Special advisor to Minister of International Relations and Cooperation, Zane Dangor, stated on Thursday that vaccine nationalism is the opposite of the solidarity approach that was spoken of at the outset of the coronavirus (Covid-19) pandemic.
Dangor was addressing an online discussion on ‘Trade, patent law and vaccine procurement during the Covid-19 pandemic’ which focused on issues and lessons for the global south.
Vaccine nationalism is when governments sign agreements with pharmaceutical companies to supply their own populations ahead of the vaccine becoming available for other countries.
“We have warned for some time that differential pace at which vaccines are rolled out within the context of vaccine nationalism may create conditions for increased political turmoil and tensions in regions of the world,” he said.
According to reports, by late 2020, 14% of the world’s population had pre-ordered 53% of the available vaccines, outside of those produced by Russia and China.

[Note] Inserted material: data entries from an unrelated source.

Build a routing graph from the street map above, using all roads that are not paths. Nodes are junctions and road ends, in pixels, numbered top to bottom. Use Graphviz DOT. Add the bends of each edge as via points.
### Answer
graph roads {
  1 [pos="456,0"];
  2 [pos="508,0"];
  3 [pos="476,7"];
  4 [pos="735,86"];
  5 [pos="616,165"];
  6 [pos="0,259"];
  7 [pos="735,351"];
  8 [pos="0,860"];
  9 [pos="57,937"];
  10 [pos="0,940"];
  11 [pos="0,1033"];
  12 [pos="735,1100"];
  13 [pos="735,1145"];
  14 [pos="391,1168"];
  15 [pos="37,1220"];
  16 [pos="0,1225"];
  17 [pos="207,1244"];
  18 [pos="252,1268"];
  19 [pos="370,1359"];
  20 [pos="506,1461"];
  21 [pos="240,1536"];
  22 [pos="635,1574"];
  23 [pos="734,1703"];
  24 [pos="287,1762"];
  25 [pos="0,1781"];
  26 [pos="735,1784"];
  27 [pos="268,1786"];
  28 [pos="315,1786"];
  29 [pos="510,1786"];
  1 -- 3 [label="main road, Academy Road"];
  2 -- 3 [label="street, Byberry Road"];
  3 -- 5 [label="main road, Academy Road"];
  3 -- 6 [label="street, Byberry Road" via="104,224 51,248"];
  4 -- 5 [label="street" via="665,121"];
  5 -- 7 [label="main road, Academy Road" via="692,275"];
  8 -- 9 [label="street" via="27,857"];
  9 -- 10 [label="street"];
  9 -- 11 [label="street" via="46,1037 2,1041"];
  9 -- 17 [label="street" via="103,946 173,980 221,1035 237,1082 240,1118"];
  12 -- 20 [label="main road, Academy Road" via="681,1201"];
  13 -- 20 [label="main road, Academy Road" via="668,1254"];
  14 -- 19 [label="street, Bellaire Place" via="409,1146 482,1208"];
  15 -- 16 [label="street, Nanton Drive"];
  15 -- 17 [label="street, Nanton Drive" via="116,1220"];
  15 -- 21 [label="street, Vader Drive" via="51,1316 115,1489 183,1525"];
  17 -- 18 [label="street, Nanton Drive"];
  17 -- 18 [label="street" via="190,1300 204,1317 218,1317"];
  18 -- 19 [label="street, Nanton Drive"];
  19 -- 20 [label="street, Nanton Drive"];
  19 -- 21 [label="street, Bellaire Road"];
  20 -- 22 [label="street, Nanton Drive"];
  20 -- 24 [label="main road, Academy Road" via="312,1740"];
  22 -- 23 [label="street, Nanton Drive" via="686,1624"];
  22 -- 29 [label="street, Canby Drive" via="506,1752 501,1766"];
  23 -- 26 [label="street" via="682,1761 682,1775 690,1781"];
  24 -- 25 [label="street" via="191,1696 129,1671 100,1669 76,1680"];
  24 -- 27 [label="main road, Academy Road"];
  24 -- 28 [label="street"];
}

The World Health Organization has stated that inoculating everybody in rich countries, while the vast majority of the world’s population remained vulnerable, would do very little to stem the pandemic.

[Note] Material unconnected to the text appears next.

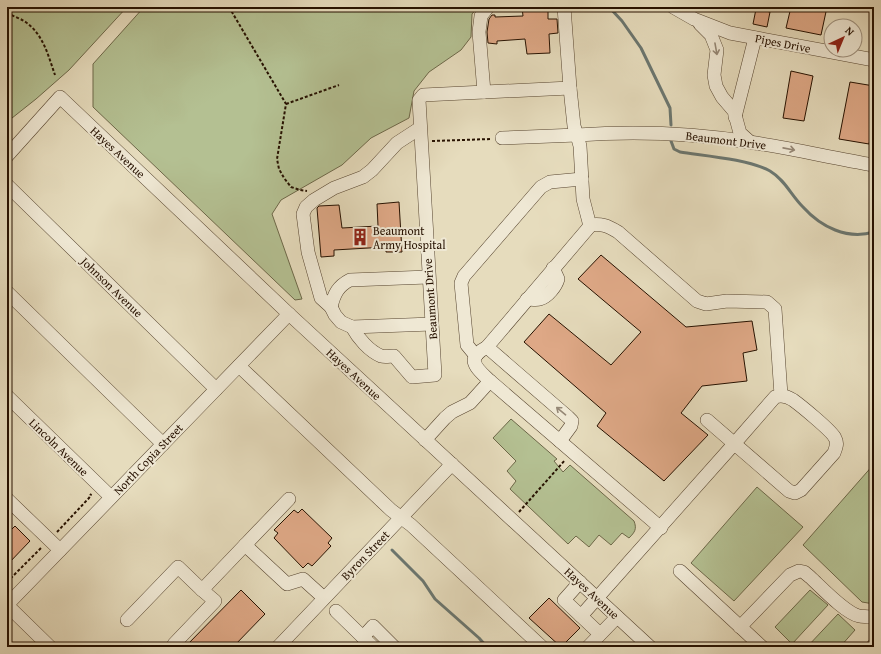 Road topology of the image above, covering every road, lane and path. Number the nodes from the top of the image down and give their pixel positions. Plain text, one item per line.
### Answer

The organisation has advised that people be inoculated worldwide, more or less simultaneously, in a manner that would break the chain.
Founder and head of the Health Justice Initiative Fathima Hassan warned that the world was in a crisis and on the road to disaster.

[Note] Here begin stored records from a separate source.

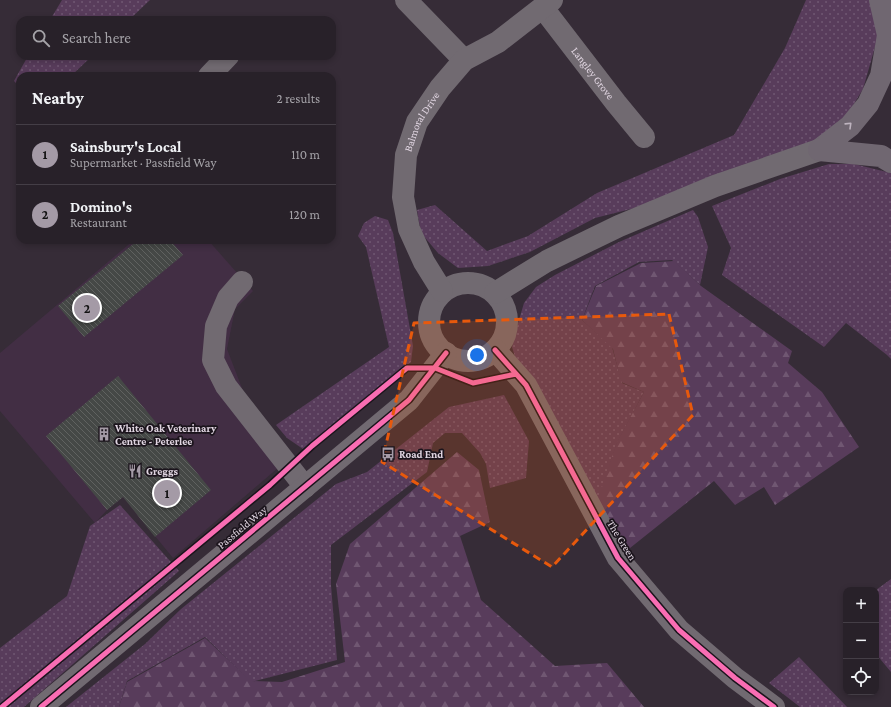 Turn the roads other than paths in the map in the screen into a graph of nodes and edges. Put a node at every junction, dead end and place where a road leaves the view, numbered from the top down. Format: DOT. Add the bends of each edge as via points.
graph roads {
  1 [pos="406,0"];
  2 [pos="880,0"];
  3 [pos="547,4"];
  4 [pos="224,60"];
  5 [pos="464,60"];
  6 [pos="213,72"];
  7 [pos="644,137"];
  8 [pos="819,150"];
  9 [pos="891,162"];
  10 [pos="242,282"];
  11 [pos="442,291"];
  12 [pos="495,293"];
  13 [pos="495,350"];
  14 [pos="446,353"];
  15 [pos="305,487"];
  16 [pos="41,707"];
  17 [pos="774,707"];
  1 -- 5 [label="street"];
  8 -- 2 [label="highway, one-way" via="850,126 868,104 881,76 888,35"];
  3 -- 5 [label="street, Balmoral Drive" via="498,42"];
  3 -- 7 [label="street, Langley Grove" via="616,103"];
  4 -- 6 [label="street"];
  5 -- 11 [label="street, Balmoral Drive" via="440,88 417,122 406,155 402,197 409,229 424,262"];
  8 -- 9 [label="highway" via="881,156"];
  8 -- 12 [label="street" via="715,186 619,226 547,262"];
  10 -- 15 [label="street" via="228,298 216,326 213,360 226,386"];
  11 -- 12 [label="street" via="454,285 471,282 484,285"];
  11 -- 14 [label="street" via="431,308 429,327 438,348"];
  12 -- 13 [label="street" via="503,303 507,316 503,340"];
  13 -- 14 [label="street" via="484,358 471,361"];
  13 -- 17 [label="street, The Green" via="526,386 618,558 680,630 735,678"];
  14 -- 15 [label="street, Passfield Way" via="409,400"];
  15 -- 16 [label="street, Passfield Way"];
}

“If you can’t get enough supplies of vaccines both to South Africa and to all countries in the global south, we are not going to achieve the objective of global population immunity by the end of 2021,” she said.
The Health Justice Initiative is a new public health and law initiative focusing on Covid-19, drawing on the expertise of multidisciplinary researchers in law, economics and public health, as well as universities and experts in and outside of South Africa.
Hassan said recent reports have even indicated that worldwide vaccination could occur at the end of 2023.
She added that it was worrying that in recent weeks variants have been discovered, not just in South Africa, but also in the UK, Brazil and other parts of the world.
“The longer it takes to immunise everyone in the world, the more variants and mutations we are going to have. The issue of urgent access to vaccines is not just about affordability or about trade relations or diplomatic pressure but it is the issue of a life or death situation for many of us in the global south,” she warned.